#### What is needed
Find and copy each line in the material below where the string "خليل" occurs.

#### Data extracts
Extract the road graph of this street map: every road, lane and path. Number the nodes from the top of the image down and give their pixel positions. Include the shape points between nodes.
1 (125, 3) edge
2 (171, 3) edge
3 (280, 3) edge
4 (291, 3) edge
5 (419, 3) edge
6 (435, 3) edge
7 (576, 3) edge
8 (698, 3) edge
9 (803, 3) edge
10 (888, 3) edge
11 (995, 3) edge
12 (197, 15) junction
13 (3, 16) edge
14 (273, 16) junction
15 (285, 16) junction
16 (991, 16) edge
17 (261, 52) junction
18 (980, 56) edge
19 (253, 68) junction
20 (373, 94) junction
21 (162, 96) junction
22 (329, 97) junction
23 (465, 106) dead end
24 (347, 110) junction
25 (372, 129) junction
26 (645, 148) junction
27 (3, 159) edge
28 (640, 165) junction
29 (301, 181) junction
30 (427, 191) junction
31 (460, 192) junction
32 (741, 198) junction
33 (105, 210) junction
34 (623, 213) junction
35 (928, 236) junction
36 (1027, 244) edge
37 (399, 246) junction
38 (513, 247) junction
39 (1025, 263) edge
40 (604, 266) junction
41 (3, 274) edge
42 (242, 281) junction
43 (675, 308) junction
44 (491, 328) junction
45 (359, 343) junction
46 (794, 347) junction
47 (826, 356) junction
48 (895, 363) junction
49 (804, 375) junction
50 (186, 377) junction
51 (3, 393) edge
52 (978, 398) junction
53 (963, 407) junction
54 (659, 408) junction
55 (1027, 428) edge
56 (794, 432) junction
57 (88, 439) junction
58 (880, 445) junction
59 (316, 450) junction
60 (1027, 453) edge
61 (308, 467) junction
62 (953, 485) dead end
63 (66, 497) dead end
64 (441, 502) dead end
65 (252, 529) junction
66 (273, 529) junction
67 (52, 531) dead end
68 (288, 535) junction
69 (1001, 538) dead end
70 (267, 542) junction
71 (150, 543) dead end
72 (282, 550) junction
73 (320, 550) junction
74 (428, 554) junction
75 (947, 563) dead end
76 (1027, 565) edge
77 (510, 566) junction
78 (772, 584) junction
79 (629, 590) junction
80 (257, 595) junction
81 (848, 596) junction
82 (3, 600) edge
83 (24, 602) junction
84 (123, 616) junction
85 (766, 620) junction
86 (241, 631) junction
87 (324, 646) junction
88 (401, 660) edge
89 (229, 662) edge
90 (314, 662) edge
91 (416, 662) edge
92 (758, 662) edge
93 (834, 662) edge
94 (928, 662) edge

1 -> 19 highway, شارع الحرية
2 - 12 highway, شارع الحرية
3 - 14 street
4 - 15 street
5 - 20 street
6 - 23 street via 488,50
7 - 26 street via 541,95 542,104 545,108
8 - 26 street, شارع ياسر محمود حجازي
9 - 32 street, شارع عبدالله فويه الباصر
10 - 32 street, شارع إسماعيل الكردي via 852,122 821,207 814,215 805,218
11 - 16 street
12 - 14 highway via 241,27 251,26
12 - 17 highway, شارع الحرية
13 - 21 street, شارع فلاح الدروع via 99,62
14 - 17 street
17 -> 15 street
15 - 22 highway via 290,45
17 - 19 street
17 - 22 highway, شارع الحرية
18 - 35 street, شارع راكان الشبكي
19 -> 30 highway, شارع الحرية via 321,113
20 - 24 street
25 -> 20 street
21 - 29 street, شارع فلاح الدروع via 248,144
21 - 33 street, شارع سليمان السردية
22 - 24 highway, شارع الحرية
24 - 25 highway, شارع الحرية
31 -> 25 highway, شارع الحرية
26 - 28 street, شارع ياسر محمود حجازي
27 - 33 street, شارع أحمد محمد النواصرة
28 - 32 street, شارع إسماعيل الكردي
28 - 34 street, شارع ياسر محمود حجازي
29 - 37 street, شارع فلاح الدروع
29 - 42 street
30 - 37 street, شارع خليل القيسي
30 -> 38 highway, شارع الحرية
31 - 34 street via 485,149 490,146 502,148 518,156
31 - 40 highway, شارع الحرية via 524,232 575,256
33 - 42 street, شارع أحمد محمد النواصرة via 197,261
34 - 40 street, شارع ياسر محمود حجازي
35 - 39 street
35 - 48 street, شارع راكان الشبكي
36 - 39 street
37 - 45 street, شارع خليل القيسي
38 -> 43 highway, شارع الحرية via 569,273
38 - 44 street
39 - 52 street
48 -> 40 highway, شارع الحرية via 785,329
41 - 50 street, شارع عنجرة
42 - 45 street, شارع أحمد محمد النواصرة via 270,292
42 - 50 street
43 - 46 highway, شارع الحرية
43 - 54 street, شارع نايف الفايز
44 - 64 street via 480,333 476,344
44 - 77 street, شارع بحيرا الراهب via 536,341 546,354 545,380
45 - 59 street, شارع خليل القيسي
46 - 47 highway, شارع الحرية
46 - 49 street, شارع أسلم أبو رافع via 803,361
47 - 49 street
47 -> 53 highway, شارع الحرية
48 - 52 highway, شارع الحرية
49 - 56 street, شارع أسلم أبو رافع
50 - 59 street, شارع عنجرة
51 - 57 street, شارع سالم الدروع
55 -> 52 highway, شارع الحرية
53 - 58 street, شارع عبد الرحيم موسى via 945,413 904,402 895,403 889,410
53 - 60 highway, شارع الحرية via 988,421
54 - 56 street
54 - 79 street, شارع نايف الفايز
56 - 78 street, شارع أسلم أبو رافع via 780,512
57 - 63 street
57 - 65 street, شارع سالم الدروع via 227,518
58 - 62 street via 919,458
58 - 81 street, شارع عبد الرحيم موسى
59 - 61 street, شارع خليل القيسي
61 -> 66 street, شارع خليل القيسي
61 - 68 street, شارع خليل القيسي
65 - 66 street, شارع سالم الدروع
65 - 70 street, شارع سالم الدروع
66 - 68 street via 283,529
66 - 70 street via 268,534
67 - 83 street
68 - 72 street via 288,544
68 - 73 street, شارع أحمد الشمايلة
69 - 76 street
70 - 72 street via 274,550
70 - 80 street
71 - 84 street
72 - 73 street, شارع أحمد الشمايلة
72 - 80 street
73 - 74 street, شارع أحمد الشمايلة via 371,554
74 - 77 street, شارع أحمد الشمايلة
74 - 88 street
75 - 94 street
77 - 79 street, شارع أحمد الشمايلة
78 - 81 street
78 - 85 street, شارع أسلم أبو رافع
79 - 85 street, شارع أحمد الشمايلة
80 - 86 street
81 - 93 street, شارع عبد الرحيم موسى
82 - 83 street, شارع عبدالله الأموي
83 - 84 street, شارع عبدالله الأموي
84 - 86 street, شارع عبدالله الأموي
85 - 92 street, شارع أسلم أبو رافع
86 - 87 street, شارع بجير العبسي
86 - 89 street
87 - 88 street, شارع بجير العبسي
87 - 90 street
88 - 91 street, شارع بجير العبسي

#### Response area
30 - 37 street, شارع خليل القيسي
37 - 45 street, شارع خليل القيسي
45 - 59 street, شارع خليل القيسي
59 - 61 street, شارع خليل القيسي
61 -> 66 street, شارع خليل القيسي
61 - 68 street, شارع خليل القيسي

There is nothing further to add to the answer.